Stored data:
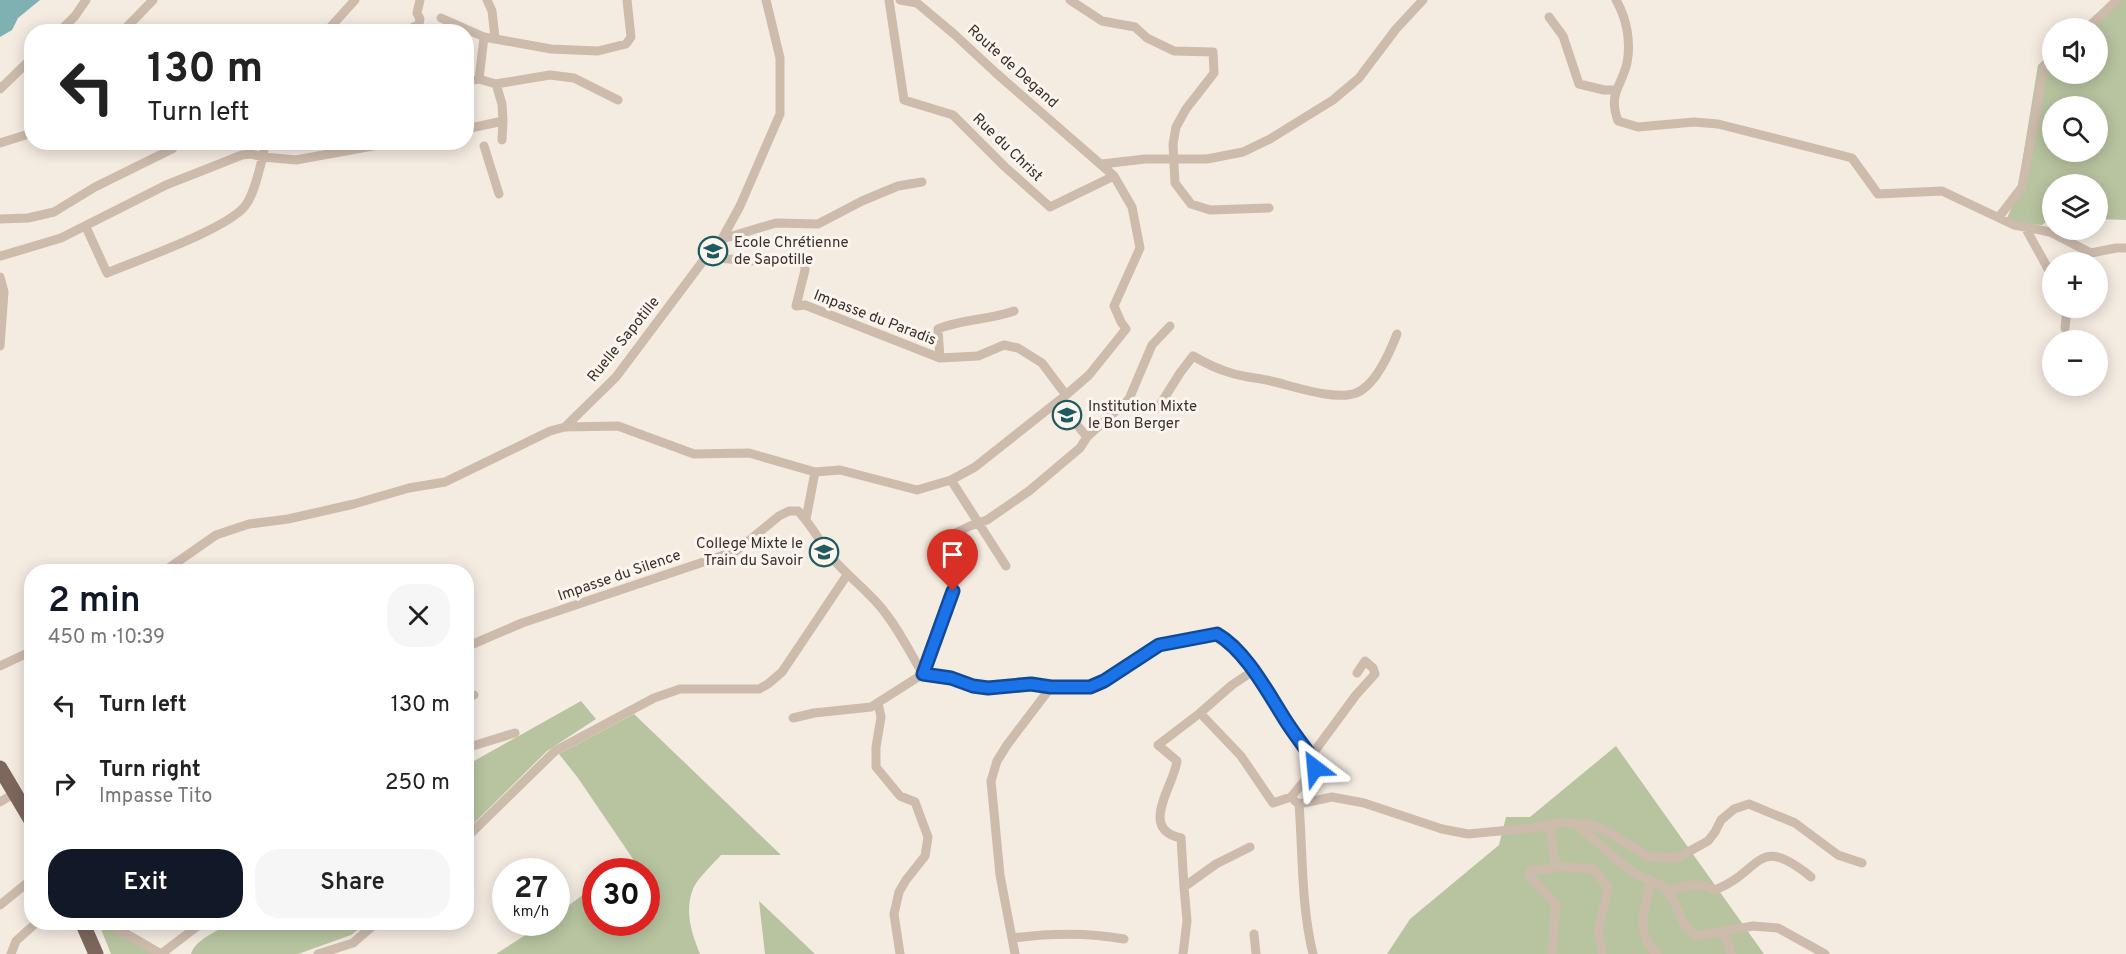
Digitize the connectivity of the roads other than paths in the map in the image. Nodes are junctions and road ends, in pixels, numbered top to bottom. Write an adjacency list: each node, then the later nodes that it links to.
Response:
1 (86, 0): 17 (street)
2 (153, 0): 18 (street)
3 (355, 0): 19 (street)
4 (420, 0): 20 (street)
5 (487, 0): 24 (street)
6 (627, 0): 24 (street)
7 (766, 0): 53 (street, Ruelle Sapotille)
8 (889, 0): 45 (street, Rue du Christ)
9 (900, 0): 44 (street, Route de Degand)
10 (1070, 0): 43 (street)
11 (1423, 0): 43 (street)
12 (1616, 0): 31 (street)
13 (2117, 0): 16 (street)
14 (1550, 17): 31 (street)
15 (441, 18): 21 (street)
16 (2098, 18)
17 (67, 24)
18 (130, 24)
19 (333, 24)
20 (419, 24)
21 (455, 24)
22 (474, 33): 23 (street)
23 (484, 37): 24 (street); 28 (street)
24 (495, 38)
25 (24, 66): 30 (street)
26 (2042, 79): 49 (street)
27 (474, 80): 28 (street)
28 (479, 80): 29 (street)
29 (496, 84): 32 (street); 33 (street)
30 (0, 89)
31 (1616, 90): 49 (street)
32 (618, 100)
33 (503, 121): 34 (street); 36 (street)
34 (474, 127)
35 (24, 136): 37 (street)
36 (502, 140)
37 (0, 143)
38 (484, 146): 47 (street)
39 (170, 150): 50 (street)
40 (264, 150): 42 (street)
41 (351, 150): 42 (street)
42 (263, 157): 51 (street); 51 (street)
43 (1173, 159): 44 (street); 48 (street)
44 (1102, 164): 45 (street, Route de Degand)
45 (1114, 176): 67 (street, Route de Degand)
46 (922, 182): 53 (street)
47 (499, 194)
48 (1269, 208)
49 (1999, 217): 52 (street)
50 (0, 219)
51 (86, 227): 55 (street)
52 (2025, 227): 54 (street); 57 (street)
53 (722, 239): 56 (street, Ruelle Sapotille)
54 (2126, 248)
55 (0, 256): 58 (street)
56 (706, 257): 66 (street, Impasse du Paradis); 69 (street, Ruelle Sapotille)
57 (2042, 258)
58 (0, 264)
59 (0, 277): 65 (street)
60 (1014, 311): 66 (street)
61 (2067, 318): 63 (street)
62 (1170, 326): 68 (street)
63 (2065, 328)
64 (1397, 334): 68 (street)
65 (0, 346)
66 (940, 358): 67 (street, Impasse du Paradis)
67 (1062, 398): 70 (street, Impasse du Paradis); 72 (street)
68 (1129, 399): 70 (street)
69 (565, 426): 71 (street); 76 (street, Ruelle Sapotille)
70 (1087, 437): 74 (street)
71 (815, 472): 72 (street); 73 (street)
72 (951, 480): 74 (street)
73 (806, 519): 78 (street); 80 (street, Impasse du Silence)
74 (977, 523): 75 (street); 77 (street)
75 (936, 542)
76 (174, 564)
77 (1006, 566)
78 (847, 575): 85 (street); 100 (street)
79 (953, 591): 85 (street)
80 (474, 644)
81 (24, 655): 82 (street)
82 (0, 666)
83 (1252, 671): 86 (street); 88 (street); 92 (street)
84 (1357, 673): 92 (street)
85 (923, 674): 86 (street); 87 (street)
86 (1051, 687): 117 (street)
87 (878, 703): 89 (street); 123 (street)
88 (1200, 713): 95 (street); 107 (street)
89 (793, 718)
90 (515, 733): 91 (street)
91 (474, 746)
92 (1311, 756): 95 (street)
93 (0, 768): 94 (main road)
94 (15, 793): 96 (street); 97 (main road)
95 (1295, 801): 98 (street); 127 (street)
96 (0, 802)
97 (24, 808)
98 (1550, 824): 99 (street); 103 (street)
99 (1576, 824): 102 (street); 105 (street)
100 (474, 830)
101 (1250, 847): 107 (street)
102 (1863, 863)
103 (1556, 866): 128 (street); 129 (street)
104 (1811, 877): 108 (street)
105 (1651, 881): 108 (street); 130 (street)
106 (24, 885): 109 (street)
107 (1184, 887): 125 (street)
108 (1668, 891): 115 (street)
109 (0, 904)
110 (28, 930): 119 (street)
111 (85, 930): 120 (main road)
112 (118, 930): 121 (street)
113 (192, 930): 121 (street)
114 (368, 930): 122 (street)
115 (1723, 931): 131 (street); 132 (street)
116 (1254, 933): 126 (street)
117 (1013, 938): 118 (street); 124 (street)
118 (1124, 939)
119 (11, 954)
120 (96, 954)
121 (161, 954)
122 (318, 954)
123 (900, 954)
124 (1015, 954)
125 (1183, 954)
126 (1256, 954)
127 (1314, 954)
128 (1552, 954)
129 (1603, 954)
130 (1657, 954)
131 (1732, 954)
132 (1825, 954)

**THE PROBLEM:**
Where a picture appears in the data, omit it; restate the rest word for word.

**EXERCISE OUTPUT:**
Digitize the connectivity of the roads other than paths in the map in the image. Nodes are junctions and road ends, in pixels, numbered top to bottom. Write an adjacency list: each node, then the later nodes that it links to.
Response:
1 (86, 0): 17 (street)
2 (153, 0): 18 (street)
3 (355, 0): 19 (street)
4 (420, 0): 20 (street)
5 (487, 0): 24 (street)
6 (627, 0): 24 (street)
7 (766, 0): 53 (street, Ruelle Sapotille)
8 (889, 0): 45 (street, Rue du Christ)
9 (900, 0): 44 (street, Route de Degand)
10 (1070, 0): 43 (street)
11 (1423, 0): 43 (street)
12 (1616, 0): 31 (street)
13 (2117, 0): 16 (street)
14 (1550, 17): 31 (street)
15 (441, 18): 21 (street)
16 (2098, 18)
17 (67, 24)
18 (130, 24)
19 (333, 24)
20 (419, 24)
21 (455, 24)
22 (474, 33): 23 (street)
23 (484, 37): 24 (street); 28 (street)
24 (495, 38)
25 (24, 66): 30 (street)
26 (2042, 79): 49 (street)
27 (474, 80): 28 (street)
28 (479, 80): 29 (street)
29 (496, 84): 32 (street); 33 (street)
30 (0, 89)
31 (1616, 90): 49 (street)
32 (618, 100)
33 (503, 121): 34 (street); 36 (street)
34 (474, 127)
35 (24, 136): 37 (street)
36 (502, 140)
37 (0, 143)
38 (484, 146): 47 (street)
39 (170, 150): 50 (street)
40 (264, 150): 42 (street)
41 (351, 150): 42 (street)
42 (263, 157): 51 (street); 51 (street)
43 (1173, 159): 44 (street); 48 (street)
44 (1102, 164): 45 (street, Route de Degand)
45 (1114, 176): 67 (street, Route de Degand)
46 (922, 182): 53 (street)
47 (499, 194)
48 (1269, 208)
49 (1999, 217): 52 (street)
50 (0, 219)
51 (86, 227): 55 (street)
52 (2025, 227): 54 (street); 57 (street)
53 (722, 239): 56 (street, Ruelle Sapotille)
54 (2126, 248)
55 (0, 256): 58 (street)
56 (706, 257): 66 (street, Impasse du Paradis); 69 (street, Ruelle Sapotille)
57 (2042, 258)
58 (0, 264)
59 (0, 277): 65 (street)
60 (1014, 311): 66 (street)
61 (2067, 318): 63 (street)
62 (1170, 326): 68 (street)
63 (2065, 328)
64 (1397, 334): 68 (street)
65 (0, 346)
66 (940, 358): 67 (street, Impasse du Paradis)
67 (1062, 398): 70 (street, Impasse du Paradis); 72 (street)
68 (1129, 399): 70 (street)
69 (565, 426): 71 (street); 76 (street, Ruelle Sapotille)
70 (1087, 437): 74 (street)
71 (815, 472): 72 (street); 73 (street)
72 (951, 480): 74 (street)
73 (806, 519): 78 (street); 80 (street, Impasse du Silence)
74 (977, 523): 75 (street); 77 (street)
75 (936, 542)
76 (174, 564)
77 (1006, 566)
78 (847, 575): 85 (street); 100 (street)
79 (953, 591): 85 (street)
80 (474, 644)
81 (24, 655): 82 (street)
82 (0, 666)
83 (1252, 671): 86 (street); 88 (street); 92 (street)
84 (1357, 673): 92 (street)
85 (923, 674): 86 (street); 87 (street)
86 (1051, 687): 117 (street)
87 (878, 703): 89 (street); 123 (street)
88 (1200, 713): 95 (street); 107 (street)
89 (793, 718)
90 (515, 733): 91 (street)
91 (474, 746)
92 (1311, 756): 95 (street)
93 (0, 768): 94 (main road)
94 (15, 793): 96 (street); 97 (main road)
95 (1295, 801): 98 (street); 127 (street)
96 (0, 802)
97 (24, 808)
98 (1550, 824): 99 (street); 103 (street)
99 (1576, 824): 102 (street); 105 (street)
100 (474, 830)
101 (1250, 847): 107 (street)
102 (1863, 863)
103 (1556, 866): 128 (street); 129 (street)
104 (1811, 877): 108 (street)
105 (1651, 881): 108 (street); 130 (street)
106 (24, 885): 109 (street)
107 (1184, 887): 125 (street)
108 (1668, 891): 115 (street)
109 (0, 904)
110 (28, 930): 119 (street)
111 (85, 930): 120 (main road)
112 (118, 930): 121 (street)
113 (192, 930): 121 (street)
114 (368, 930): 122 (street)
115 (1723, 931): 131 (street); 132 (street)
116 (1254, 933): 126 (street)
117 (1013, 938): 118 (street); 124 (street)
118 (1124, 939)
119 (11, 954)
120 (96, 954)
121 (161, 954)
122 (318, 954)
123 (900, 954)
124 (1015, 954)
125 (1183, 954)
126 (1256, 954)
127 (1314, 954)
128 (1552, 954)
129 (1603, 954)
130 (1657, 954)
131 (1732, 954)
132 (1825, 954)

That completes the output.